Aim of the exercise: Among the entries below, find the lines that hold the word "Canaleta" and report them.

Collected data:
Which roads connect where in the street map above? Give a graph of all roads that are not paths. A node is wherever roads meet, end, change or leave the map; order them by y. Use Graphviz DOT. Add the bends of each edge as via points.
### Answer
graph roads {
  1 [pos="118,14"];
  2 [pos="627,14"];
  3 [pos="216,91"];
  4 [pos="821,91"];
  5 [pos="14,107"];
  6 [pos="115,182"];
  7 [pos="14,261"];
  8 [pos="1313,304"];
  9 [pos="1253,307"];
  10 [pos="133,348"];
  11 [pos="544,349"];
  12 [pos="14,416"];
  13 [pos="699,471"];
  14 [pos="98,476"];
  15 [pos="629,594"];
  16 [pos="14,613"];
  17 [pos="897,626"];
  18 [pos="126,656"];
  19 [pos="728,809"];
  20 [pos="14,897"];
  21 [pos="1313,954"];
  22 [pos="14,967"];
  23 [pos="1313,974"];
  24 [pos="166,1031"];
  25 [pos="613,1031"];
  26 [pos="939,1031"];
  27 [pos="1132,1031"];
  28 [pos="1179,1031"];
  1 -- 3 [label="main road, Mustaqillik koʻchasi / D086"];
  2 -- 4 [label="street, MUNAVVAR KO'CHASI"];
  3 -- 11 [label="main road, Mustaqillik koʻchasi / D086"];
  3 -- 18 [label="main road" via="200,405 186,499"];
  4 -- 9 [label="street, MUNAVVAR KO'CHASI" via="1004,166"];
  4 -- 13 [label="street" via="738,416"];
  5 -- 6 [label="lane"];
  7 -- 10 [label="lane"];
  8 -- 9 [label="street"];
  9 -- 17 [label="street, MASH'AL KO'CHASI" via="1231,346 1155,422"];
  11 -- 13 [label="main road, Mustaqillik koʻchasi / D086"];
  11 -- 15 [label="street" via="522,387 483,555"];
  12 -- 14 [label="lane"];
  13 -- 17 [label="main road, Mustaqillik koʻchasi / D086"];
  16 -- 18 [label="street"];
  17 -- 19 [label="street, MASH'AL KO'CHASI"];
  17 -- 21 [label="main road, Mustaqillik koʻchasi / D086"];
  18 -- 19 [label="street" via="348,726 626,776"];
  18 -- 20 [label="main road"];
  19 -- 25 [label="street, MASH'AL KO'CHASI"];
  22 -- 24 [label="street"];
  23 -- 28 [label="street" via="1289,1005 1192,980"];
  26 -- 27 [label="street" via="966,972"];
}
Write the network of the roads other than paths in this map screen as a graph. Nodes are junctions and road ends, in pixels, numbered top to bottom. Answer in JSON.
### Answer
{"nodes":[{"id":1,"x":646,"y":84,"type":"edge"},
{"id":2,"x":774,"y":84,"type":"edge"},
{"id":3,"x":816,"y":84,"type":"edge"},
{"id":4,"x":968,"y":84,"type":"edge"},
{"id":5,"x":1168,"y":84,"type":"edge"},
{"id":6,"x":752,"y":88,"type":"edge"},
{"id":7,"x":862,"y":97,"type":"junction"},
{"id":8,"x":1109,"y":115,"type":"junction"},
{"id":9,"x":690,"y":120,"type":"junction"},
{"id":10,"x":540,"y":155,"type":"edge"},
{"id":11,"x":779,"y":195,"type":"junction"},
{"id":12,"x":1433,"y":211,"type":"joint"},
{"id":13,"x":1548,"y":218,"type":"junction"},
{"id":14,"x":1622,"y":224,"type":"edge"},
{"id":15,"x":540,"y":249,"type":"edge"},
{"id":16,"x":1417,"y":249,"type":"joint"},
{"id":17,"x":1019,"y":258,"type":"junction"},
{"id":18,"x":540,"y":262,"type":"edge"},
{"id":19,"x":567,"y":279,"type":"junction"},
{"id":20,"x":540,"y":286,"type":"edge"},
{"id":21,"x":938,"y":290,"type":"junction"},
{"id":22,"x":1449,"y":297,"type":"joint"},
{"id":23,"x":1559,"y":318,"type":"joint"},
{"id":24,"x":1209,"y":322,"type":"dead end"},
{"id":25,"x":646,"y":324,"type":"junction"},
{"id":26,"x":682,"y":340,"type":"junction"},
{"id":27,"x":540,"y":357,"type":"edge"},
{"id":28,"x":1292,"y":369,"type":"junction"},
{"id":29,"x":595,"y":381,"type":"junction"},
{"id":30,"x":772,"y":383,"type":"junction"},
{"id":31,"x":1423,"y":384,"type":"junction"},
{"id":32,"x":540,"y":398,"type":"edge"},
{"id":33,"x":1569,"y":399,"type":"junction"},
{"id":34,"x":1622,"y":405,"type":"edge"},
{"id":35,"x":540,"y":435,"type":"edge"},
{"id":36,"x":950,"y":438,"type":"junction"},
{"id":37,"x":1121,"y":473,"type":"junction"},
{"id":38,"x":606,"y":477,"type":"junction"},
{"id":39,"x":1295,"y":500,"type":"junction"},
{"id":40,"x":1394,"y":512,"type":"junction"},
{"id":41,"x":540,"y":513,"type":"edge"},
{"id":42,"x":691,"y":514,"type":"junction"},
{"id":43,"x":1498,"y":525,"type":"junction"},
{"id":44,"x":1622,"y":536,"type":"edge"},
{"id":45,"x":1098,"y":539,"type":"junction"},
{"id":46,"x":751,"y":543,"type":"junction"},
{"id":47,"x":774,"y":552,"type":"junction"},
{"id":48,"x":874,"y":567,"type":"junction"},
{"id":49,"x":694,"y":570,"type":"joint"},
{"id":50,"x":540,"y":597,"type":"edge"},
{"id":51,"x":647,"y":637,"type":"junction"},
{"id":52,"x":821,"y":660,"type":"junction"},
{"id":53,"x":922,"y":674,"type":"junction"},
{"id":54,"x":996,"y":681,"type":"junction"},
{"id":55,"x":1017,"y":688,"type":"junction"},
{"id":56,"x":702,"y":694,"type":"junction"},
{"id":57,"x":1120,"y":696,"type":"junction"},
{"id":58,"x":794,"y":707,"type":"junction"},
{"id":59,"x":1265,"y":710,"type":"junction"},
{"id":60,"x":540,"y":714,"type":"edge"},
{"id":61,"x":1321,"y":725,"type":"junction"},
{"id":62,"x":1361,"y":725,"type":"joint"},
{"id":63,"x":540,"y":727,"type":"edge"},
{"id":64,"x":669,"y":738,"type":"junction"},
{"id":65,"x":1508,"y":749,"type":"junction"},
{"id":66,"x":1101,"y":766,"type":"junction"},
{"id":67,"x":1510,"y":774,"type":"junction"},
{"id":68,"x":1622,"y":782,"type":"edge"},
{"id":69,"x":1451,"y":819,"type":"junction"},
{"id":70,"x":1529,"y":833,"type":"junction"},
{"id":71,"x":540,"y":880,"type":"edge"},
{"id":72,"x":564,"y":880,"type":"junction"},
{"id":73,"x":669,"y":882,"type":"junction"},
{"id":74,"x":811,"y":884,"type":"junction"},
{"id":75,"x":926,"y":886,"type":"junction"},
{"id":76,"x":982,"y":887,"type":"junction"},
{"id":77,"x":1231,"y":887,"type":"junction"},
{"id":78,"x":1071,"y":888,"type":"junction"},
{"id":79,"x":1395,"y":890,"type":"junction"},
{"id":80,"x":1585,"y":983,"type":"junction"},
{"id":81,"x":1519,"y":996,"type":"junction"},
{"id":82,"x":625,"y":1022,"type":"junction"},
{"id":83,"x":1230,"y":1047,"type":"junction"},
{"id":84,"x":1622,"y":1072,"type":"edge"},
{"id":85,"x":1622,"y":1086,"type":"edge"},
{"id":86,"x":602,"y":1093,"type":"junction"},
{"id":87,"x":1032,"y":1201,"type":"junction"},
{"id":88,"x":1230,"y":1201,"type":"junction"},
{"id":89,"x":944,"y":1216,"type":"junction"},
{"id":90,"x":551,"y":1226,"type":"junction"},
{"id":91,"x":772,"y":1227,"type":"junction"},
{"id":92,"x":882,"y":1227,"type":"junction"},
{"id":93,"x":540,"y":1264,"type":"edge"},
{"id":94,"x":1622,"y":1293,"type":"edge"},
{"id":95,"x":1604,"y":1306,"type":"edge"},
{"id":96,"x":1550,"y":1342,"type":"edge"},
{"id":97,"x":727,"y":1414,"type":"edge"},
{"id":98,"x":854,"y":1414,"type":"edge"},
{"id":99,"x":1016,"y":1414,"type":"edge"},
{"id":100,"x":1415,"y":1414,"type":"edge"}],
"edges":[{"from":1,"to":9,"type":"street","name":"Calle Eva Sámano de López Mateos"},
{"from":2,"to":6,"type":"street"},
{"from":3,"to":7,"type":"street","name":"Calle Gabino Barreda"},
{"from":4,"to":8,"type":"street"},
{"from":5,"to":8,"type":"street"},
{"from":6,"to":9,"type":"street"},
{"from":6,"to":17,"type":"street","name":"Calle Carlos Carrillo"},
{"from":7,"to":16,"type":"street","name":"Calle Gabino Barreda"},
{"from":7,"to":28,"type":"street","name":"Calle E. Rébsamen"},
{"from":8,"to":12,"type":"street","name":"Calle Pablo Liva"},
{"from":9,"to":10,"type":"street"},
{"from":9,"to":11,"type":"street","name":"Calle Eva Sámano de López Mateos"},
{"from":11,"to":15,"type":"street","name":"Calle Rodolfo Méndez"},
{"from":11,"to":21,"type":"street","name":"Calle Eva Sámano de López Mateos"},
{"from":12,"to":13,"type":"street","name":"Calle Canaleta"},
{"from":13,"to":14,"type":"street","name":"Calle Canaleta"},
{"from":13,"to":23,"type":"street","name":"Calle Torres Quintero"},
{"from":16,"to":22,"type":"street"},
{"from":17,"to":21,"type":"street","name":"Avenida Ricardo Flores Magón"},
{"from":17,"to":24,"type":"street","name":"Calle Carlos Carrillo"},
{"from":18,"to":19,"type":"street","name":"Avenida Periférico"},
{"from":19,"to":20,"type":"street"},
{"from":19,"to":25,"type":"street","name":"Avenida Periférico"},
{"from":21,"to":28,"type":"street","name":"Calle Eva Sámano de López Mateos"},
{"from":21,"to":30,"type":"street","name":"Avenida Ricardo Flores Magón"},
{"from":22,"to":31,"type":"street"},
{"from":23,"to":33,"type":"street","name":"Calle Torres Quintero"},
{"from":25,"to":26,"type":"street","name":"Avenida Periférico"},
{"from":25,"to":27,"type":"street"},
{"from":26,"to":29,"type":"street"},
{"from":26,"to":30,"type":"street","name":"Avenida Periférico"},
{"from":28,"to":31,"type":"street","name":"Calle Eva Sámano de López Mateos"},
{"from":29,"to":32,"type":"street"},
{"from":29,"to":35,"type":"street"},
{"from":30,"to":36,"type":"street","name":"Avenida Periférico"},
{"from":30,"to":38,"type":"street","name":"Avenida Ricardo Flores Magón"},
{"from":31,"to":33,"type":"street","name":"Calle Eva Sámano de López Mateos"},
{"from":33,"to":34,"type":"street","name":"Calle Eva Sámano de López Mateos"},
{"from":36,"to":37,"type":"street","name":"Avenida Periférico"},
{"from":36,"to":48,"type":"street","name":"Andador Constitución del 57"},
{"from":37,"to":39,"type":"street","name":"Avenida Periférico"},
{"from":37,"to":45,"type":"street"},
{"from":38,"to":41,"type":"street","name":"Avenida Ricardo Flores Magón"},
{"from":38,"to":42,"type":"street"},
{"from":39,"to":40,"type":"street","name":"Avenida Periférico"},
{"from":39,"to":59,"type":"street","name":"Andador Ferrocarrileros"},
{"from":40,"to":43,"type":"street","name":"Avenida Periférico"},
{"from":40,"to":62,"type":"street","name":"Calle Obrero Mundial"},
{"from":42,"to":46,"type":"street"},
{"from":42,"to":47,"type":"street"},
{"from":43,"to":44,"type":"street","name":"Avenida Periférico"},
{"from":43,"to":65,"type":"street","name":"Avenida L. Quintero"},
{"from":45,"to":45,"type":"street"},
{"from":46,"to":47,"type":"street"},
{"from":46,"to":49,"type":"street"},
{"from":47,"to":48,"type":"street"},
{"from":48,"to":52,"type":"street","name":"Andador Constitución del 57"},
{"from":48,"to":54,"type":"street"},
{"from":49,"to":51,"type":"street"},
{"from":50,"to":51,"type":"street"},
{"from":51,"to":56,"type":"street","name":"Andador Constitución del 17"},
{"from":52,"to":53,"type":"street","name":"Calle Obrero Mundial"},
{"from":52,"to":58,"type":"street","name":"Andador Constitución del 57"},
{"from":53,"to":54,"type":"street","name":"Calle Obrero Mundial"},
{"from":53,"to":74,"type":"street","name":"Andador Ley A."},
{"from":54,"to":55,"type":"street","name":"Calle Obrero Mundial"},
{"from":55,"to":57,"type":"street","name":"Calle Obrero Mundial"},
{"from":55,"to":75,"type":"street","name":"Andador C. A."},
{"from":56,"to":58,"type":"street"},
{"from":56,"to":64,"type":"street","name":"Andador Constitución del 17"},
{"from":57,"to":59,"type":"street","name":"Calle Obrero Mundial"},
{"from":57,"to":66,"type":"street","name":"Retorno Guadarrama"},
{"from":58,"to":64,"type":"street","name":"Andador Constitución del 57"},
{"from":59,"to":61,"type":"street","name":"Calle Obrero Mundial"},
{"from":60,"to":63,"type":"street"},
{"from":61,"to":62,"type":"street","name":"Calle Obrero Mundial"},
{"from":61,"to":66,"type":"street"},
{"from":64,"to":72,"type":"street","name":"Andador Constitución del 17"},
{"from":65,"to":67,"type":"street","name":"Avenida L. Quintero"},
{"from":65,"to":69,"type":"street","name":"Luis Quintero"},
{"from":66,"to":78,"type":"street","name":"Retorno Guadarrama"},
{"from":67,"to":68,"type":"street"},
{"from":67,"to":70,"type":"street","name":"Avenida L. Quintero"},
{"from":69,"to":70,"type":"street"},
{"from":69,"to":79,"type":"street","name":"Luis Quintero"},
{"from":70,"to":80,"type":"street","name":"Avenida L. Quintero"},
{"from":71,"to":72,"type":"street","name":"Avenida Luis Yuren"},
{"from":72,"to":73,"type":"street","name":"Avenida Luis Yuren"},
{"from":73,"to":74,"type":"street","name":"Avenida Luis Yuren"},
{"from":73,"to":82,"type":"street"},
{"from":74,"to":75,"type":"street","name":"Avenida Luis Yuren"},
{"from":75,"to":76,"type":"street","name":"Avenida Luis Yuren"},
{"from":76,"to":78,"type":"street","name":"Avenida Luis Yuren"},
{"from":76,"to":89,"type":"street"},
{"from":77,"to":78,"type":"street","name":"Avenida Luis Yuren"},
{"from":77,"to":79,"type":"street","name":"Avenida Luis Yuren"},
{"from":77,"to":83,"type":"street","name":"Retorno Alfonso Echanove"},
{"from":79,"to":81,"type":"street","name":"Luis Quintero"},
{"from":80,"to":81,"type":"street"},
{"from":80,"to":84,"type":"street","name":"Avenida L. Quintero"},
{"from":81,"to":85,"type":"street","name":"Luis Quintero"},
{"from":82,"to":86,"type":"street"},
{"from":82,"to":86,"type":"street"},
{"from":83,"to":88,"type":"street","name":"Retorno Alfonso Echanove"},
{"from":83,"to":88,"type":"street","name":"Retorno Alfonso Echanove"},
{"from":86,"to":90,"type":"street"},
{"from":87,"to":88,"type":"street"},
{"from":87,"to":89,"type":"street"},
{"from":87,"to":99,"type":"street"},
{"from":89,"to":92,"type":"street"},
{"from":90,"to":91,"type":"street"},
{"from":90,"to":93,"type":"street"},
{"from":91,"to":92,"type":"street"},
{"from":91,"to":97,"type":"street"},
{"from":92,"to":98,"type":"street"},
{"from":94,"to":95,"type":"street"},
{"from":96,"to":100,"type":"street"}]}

Answer area:
{"from":12,"to":13,"type":"street","name":"Calle Canaleta"},
{"from":13,"to":14,"type":"street","name":"Calle Canaleta"},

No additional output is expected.